Trilling’s The Liberal Imagination (1950), a gathering of essays on subjects ranging from Scott Fitzgerald to Freud, from Huckleberry Finn to the Kinsey Report, is that rare miscellany whose individual parts are so brilliant, so illuminating of larger issues, and so unified in spirit and style that it constitutes, or rather intimates, an attitude and an ideal that the reader feels he or she must contend with.

Trilling exemplifies an ideal of self-criticism. One thesis informing the essays is that liberalism is the reigning ideology of the day and that a true affirmation of the liberal ideal would include a criticism of its shortcomings. Adam Kirsch has a compelling discussion of Trilling’s statement that “We of the liberal connection have always liked to play the old intellectual game of antagonistic principles,” All the terms here — including the “famous Trilling We,” so strikingly different from the novelist’s egocentric “I” — require and get ample discussion here.

Kirsch, paraphrasing and endorsing Trilling, writes, “the right-thinking liberal tends to divide the world into two opposed camps, politically, morally, and socially, and to be sure that he is always on the right side.” If you are correct theoretically, it does not quite matter how things work out in practice. Your certainty that you are right means that you, in Kirsch’s words, do “not have to concern [yourself] with all the ways good can produce bad, thorough unintended consequences, or unacknowlged motives, or fanatical zeal.”

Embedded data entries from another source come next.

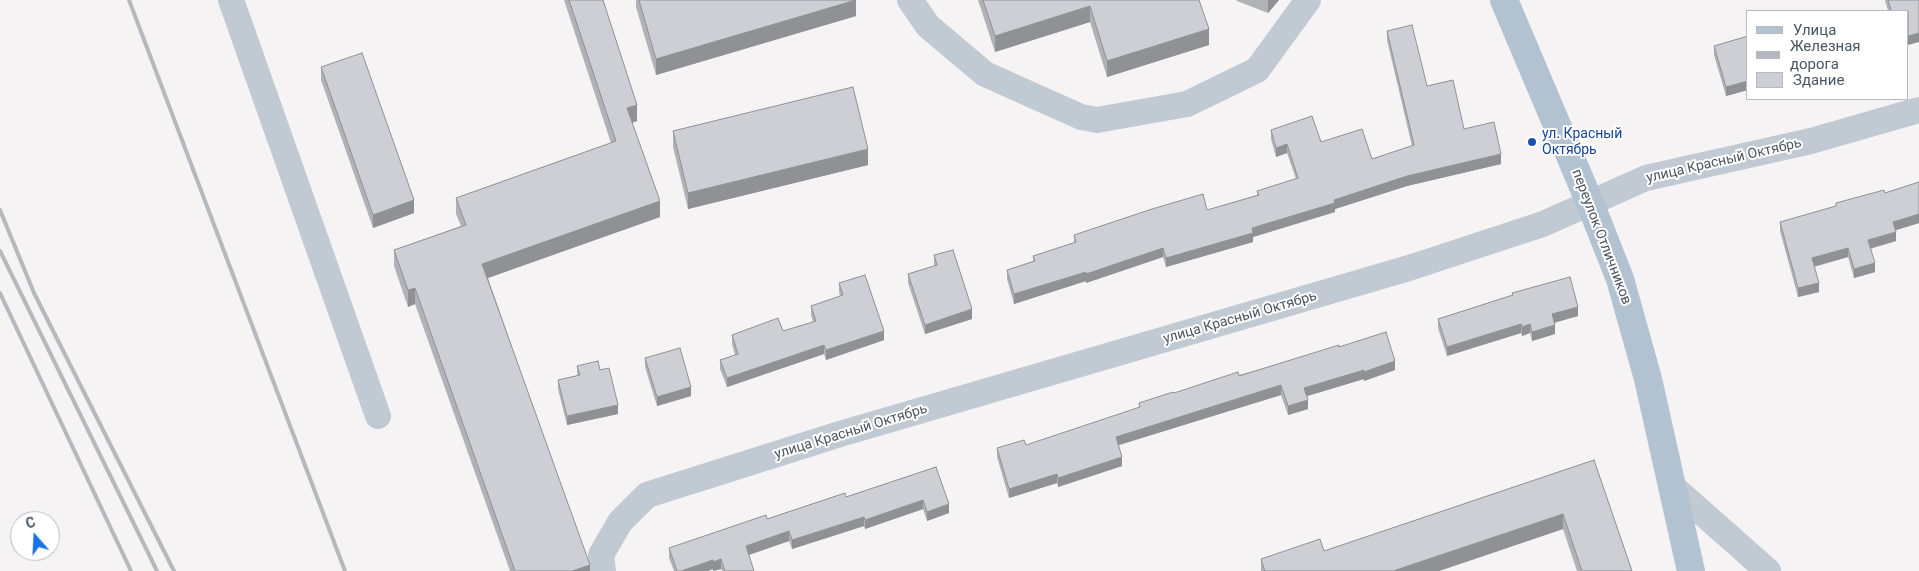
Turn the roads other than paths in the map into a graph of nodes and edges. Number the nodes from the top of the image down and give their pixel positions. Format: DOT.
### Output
graph roads {
  1 [pos="231,0"];
  2 [pos="910,0"];
  3 [pos="1308,0"];
  4 [pos="1509,1"];
  5 [pos="1919,110"];
  6 [pos="1590,203"];
  7 [pos="378,416"];
  8 [pos="1673,487"];
  9 [pos="603,571"];
  10 [pos="1691,571"];
  11 [pos="1768,571"];
  1 -- 7 [label="street"];
  2 -- 3 [label="street"];
  4 -- 6 [label="main road, переулок Отличников"];
  5 -- 6 [label="street, улица Красный Октябрь"];
  6 -- 8 [label="main road, переулок Отличников"];
  6 -- 9 [label="street, улица Красный Октябрь"];
  8 -- 10 [label="main road, переулок Отличников"];
  8 -- 11 [label="street"];
}
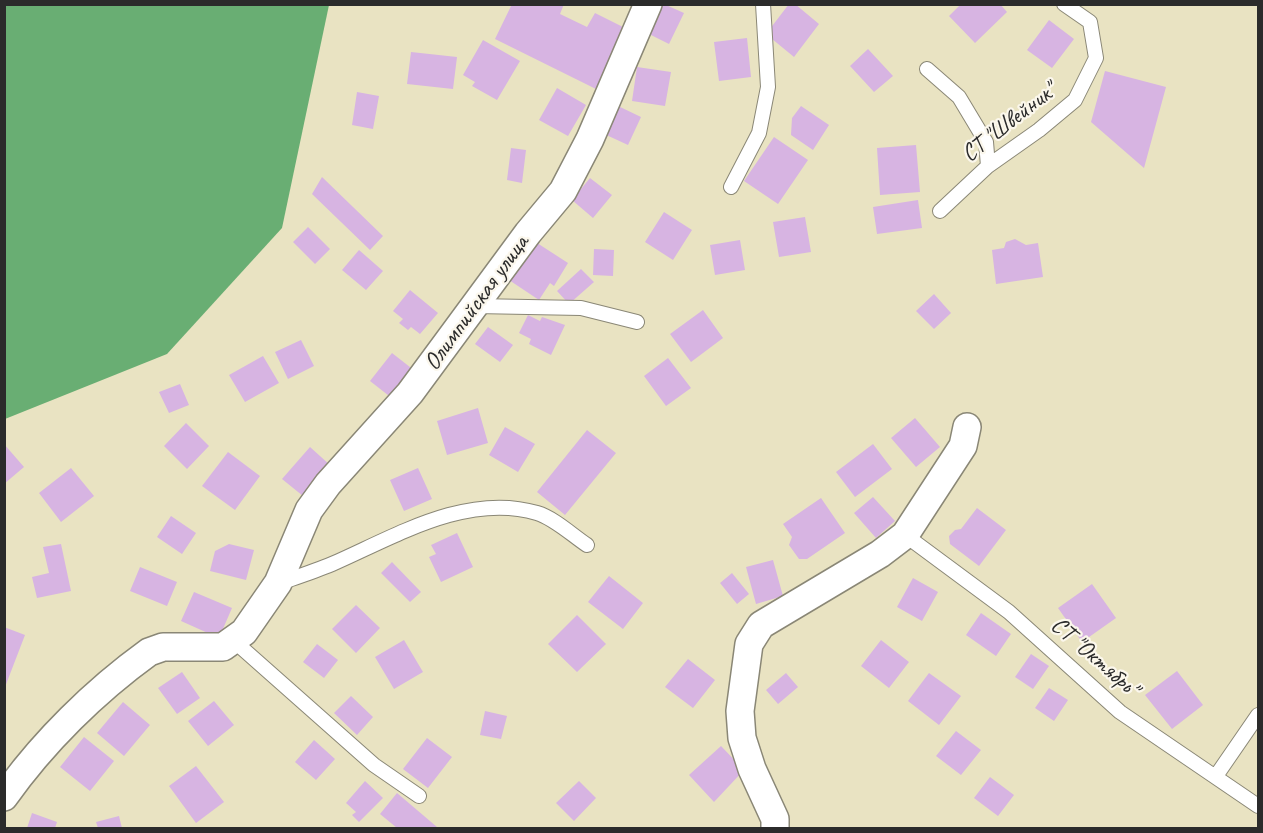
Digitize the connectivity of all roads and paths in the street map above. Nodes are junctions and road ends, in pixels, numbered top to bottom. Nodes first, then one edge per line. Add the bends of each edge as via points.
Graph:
1 (648, 4) edge
2 (763, 4) edge
3 (1064, 4) edge
4 (927, 69) dead end
5 (988, 166) junction
6 (731, 187) dead end
7 (940, 211) dead end
8 (475, 306) junction
9 (637, 322) dead end
10 (968, 427) dead end
11 (905, 535) junction
12 (587, 545) dead end
13 (278, 584) junction
14 (234, 641) junction
15 (1258, 715) edge
16 (1216, 776) junction
17 (419, 796) dead end
18 (4, 797) edge
19 (1258, 806) edge
20 (775, 828) edge

1 - 8 street, Олимпийская улица via 590,139 563,191
2 - 6 lane via 768,87 759,133
3 - 5 lane, СТ "Швейник" via 1090,22 1096,58 1076,100
4 - 5 lane via 959,97 986,142
5 - 7 lane, СТ "Швейник"
8 - 9 lane via 581,308
8 - 13 street, Олимпийская улица via 410,393 309,510
10 - 11 street via 963,446
11 - 16 lane, СТ "Октябрь" via 1009,612 1120,712
11 - 20 street via 761,625 749,644 740,711 742,738 775,819
12 - 13 lane via 540,514 513,507 460,512 396,534
13 - 14 street, Олимпийская улица
14 - 17 lane via 374,765
14 - 18 street via 223,647 163,646 149,652 70,720
15 - 16 lane
16 - 19 lane, СТ "Октябрь"

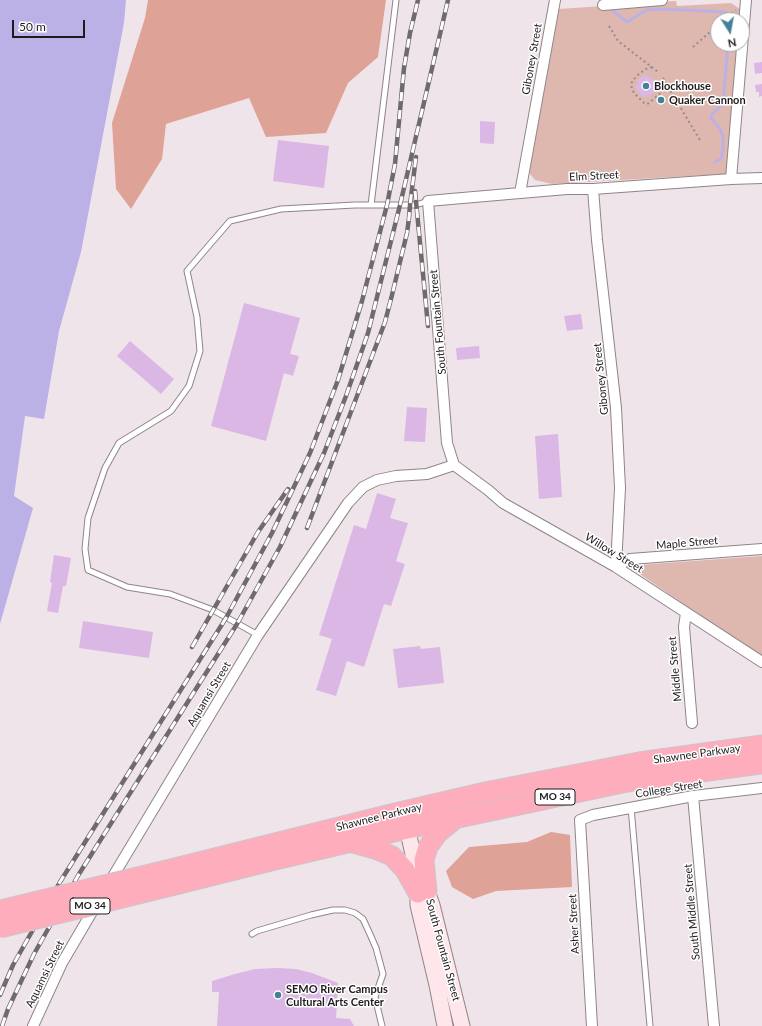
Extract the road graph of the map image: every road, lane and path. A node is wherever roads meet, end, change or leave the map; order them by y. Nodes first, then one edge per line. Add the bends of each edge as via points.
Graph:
1 (396, 0) edge
2 (555, 0) edge
3 (662, 0) edge
4 (746, 0) edge
5 (603, 5) dead end
6 (609, 26) dead end
7 (710, 32) edge
8 (693, 47) dead end
9 (652, 67) junction
10 (658, 72) dead end
11 (663, 78) dead end
12 (666, 82) junction
13 (701, 142) dead end
14 (762, 178) edge
15 (731, 179) junction
16 (593, 189) junction
17 (520, 193) junction
18 (428, 201) junction
19 (371, 205) junction
20 (454, 465) junction
21 (762, 549) edge
22 (616, 567) junction
23 (686, 613) junction
24 (258, 635) junction
25 (762, 662) edge
26 (692, 723) dead end
27 (762, 745) edge
28 (762, 764) edge
29 (762, 788) edge
30 (693, 796) junction
31 (631, 807) junction
32 (455, 818) junction
33 (405, 820) junction
34 (580, 820) joint
35 (350, 843) junction
36 (177, 876) junction
37 (421, 887) junction
38 (0, 910) edge
39 (0, 928) edge
40 (252, 934) dead end
41 (33, 1026) edge
42 (382, 1026) edge
43 (445, 1026) edge
44 (462, 1026) edge
45 (592, 1026) edge
46 (650, 1026) edge
47 (714, 1026) edge

1 - 19 lane
2 - 17 street, Giboney Street
3 - 5 street
4 - 15 street
6 - 9 path via 618,41
7 - 8 path
9 - 10 path
9 - 12 path via 633,80 631,84 634,93 644,103 649,103 664,90
11 - 12 path
12 - 13 path
14 - 15 street, Elm Street
15 - 16 street, Elm Street
16 - 17 street, Elm Street
16 - 22 street, Giboney Street via 616,408 620,488
17 - 18 street, Elm Street
18 - 19 lane via 416,205
18 - 20 street, South Fountain Street via 447,443
19 - 24 lane via 281,209 230,221 187,272 198,317 200,351 189,386 171,411 119,443 105,468 88,518 85,549 88,570 128,587 170,594 213,610
20 - 22 street, Willow Street via 503,503
20 - 24 street, Aquamsi Street via 427,474 378,480 363,487 348,503
21 - 22 street, Maple Street via 630,559
22 - 23 street, Willow Street
23 - 25 street, Willow Street
23 - 26 street, Middle Street via 684,627
24 - 41 street, Aquamsi Street via 76,937
27 - 33 highway, Shawnee Parkway / MO 34 via 639,762 485,792
28 - 32 highway, Shawnee Parkway / MO 34 via 627,782
29 - 30 street, College Street
30 - 31 street, College Street
30 - 47 street, South Middle Street
31 - 34 street, College Street
31 - 46 lane
32 - 33 highway, Shawnee Parkway / MO 34
32 - 37 highway via 438,833 428,847
33 - 35 highway, Shawnee Parkway / MO 34
33 - 36 highway, Shawnee Parkway / MO 34
33 - 37 street, South Fountain Street
34 - 45 street, Asher Street
35 - 36 highway, Shawnee Parkway / MO 34 via 275,860
35 - 37 highway via 375,848 392,856
36 - 38 highway, Shawnee Parkway / MO 34, bridge
36 - 39 highway, Shawnee Parkway / MO 34, bridge
37 - 43 street, South Fountain Street via 418,906
37 - 44 street, South Fountain Street via 432,905
40 - 42 lane via 310,915 339,910 355,913 363,919 369,932 383,974 375,997

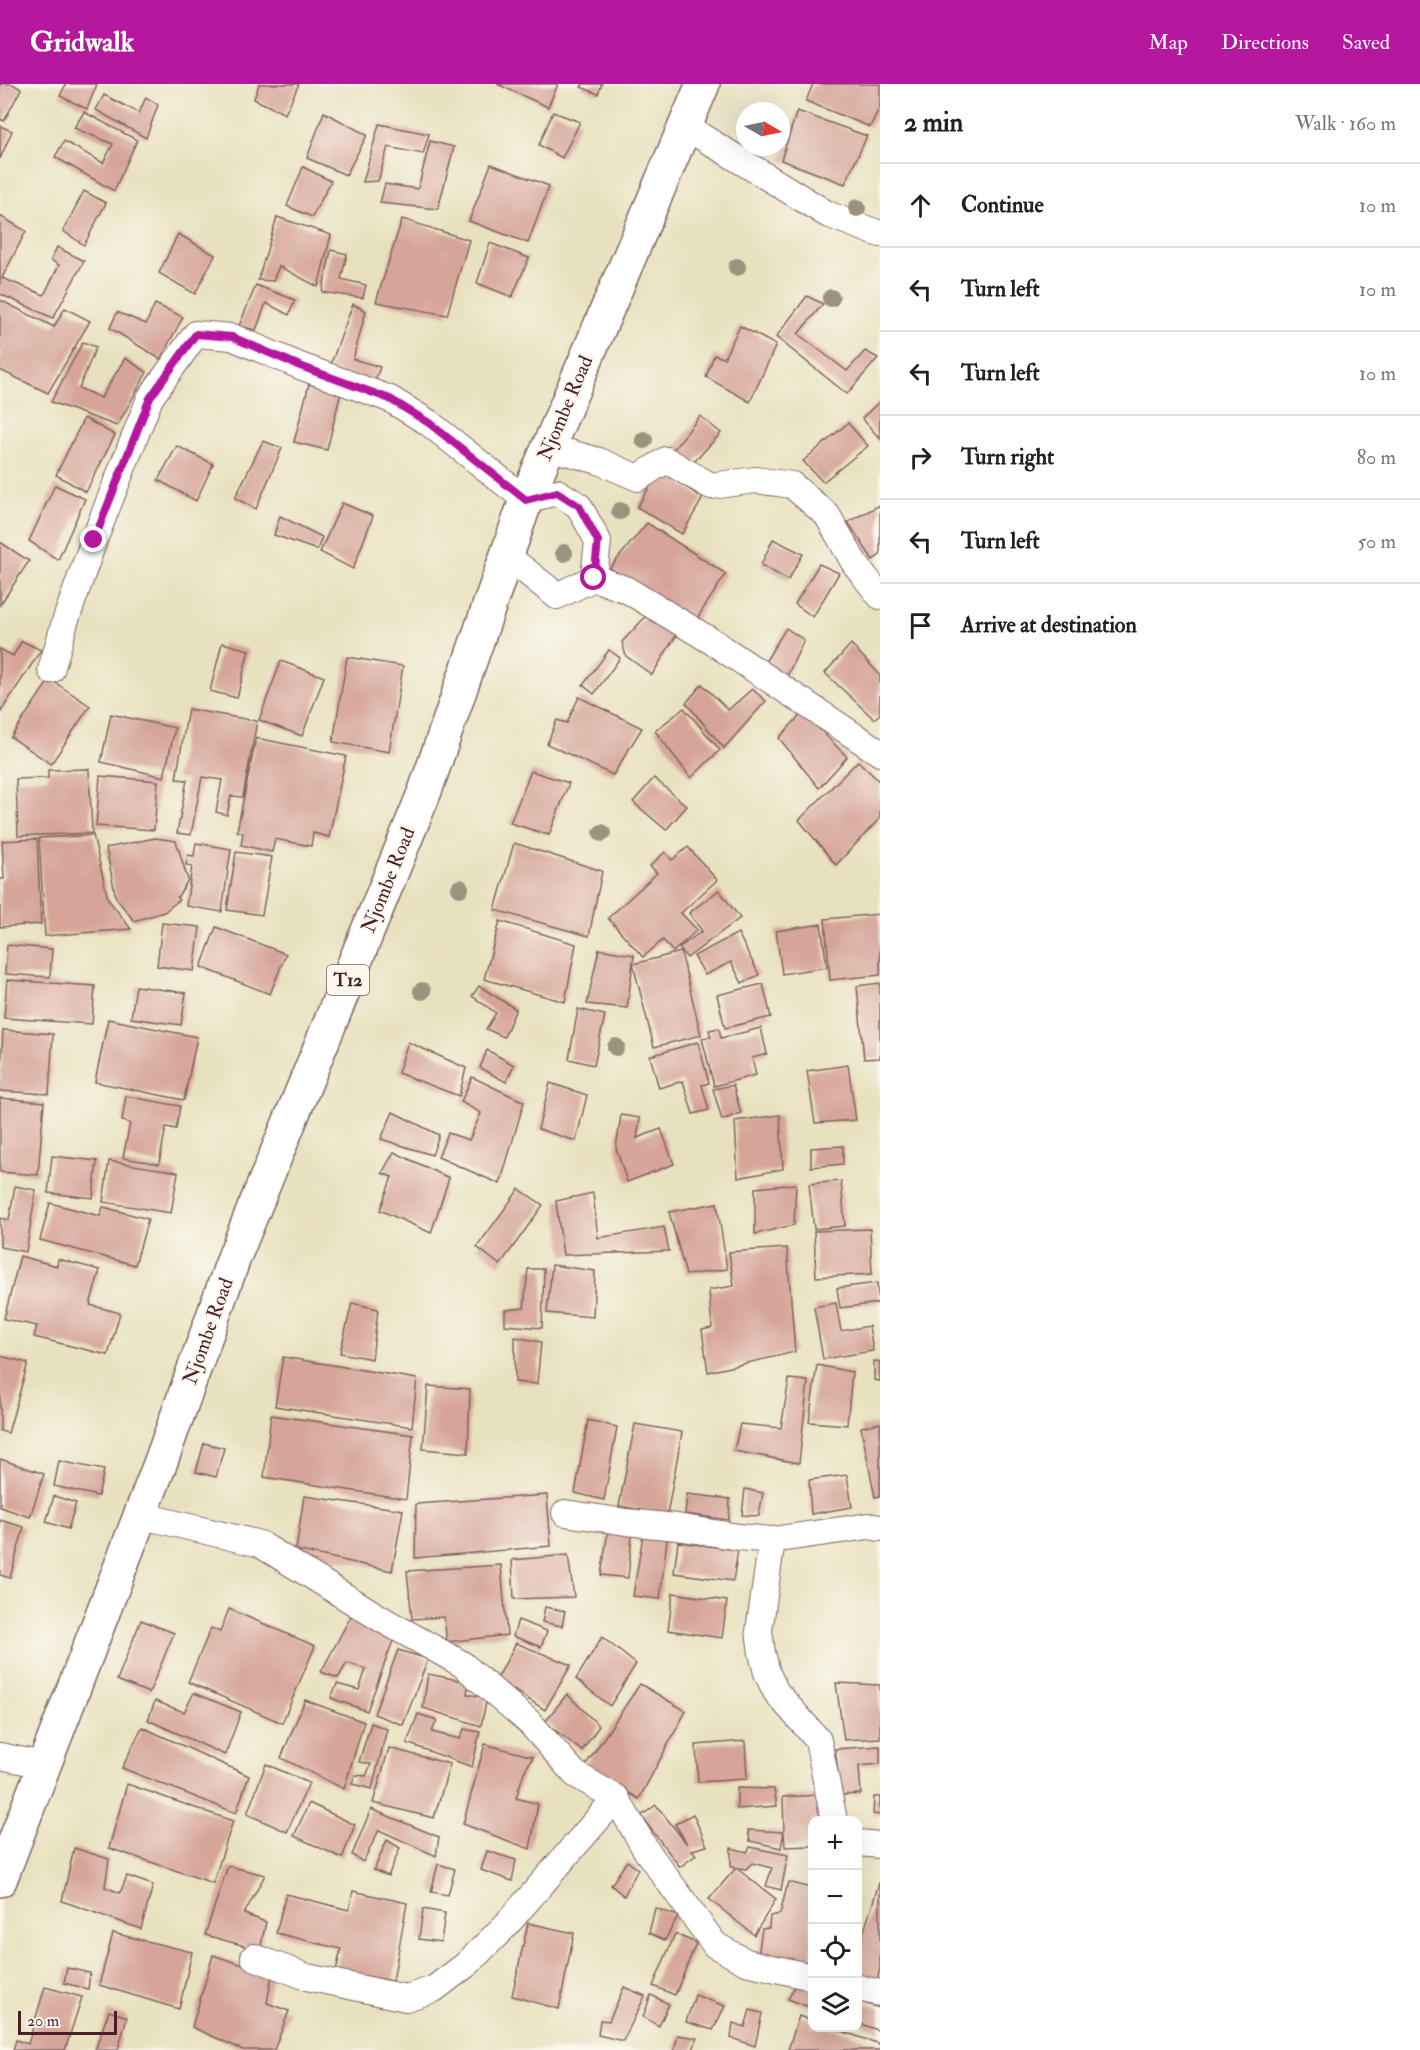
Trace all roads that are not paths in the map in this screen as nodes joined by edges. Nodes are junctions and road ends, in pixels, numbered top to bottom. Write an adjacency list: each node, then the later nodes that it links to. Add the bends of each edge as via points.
1 (703, 84): 2 (highway, Njombe Road / T12)
2 (686, 127): 3 (street, via 827,214); 4 (highway, Njombe Road / T12)
3 (880, 234)
4 (548, 447): 5 (highway, Njombe Road / T12); 8 (street, via 638,478 666,460 711,486 755,480 792,485 827,515 855,564)
5 (526, 500): 6 (highway, Njombe Road / T12); 7 (street, via 557,492 579,506 598,541); 9 (street, via 429,423 390,399 232,337 196,334 150,398 94,540)
6 (507, 556): 7 (street, via 557,596); 12 (highway, Njombe Road / T12, via 425,791 235,1255)
7 (594, 578): 10 (street, via 627,590 713,642)
8 (880, 596)
9 (51, 670)
10 (880, 753)
11 (565, 1513): 14 (street)
12 (139, 1515): 16 (highway, Njombe Road / T12); 17 (street, via 260,1544 462,1664 530,1723 575,1774)
13 (880, 1528): 14 (street, via 869,1526)
14 (772, 1540): 18 (street, via 759,1631 766,1673 776,1692 818,1740)
15 (0, 1756): 16 (street)
16 (44, 1765): 21 (highway, Njombe Road / T12)
17 (616, 1798): 22 (street, via 506,1925 467,1964 434,1989 406,1998 307,1977); 23 (street, via 646,1850 715,1945 746,1962)
18 (833, 1816)
19 (862, 1843): 20 (street)
20 (880, 1845)
21 (0, 1880)
22 (254, 1957)
23 (808, 1976)
24 (862, 1989): 25 (street)
25 (880, 1993)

Lionel Trilling 2 Kirsch writes clearly and well on the inevitable subjects that come up when critics consider the Columbia professor’s career: Trilling and Jewishness; Trilling and Freud; Trilling’s relation to his famous student Allen Ginsberg; Trilling’s novel “The Middle of the Journey,” in which one of the characters is based on the author’s former classmate Whittaker Chambers; why Trilling chose to write about Keats, Wordsworth, Austen, Henry James, Matthew Arnold, E. M. Forster rather than about the major modernist masters (Joyce, Proust, Dostoevski, Mann, Kafka, T. S. Eliot).

Here are a few sentences I checked in Kirsch’s book: “It is significant that, for Trilling, the opposite of the knowledge of evil is not the knowledge of good, but knowledge of the self.”

If it is as easy to enjoy a difficult composer (Morton Feldman) as the Beatles, that is because “the nature of the experience has changed: art is no longer the medium through which the self defines itself, but an object of consumption. The metaphor of taste already implies that the purpose of the work of art is to be consumed, which also means consumed away, used up and gotten rid of.”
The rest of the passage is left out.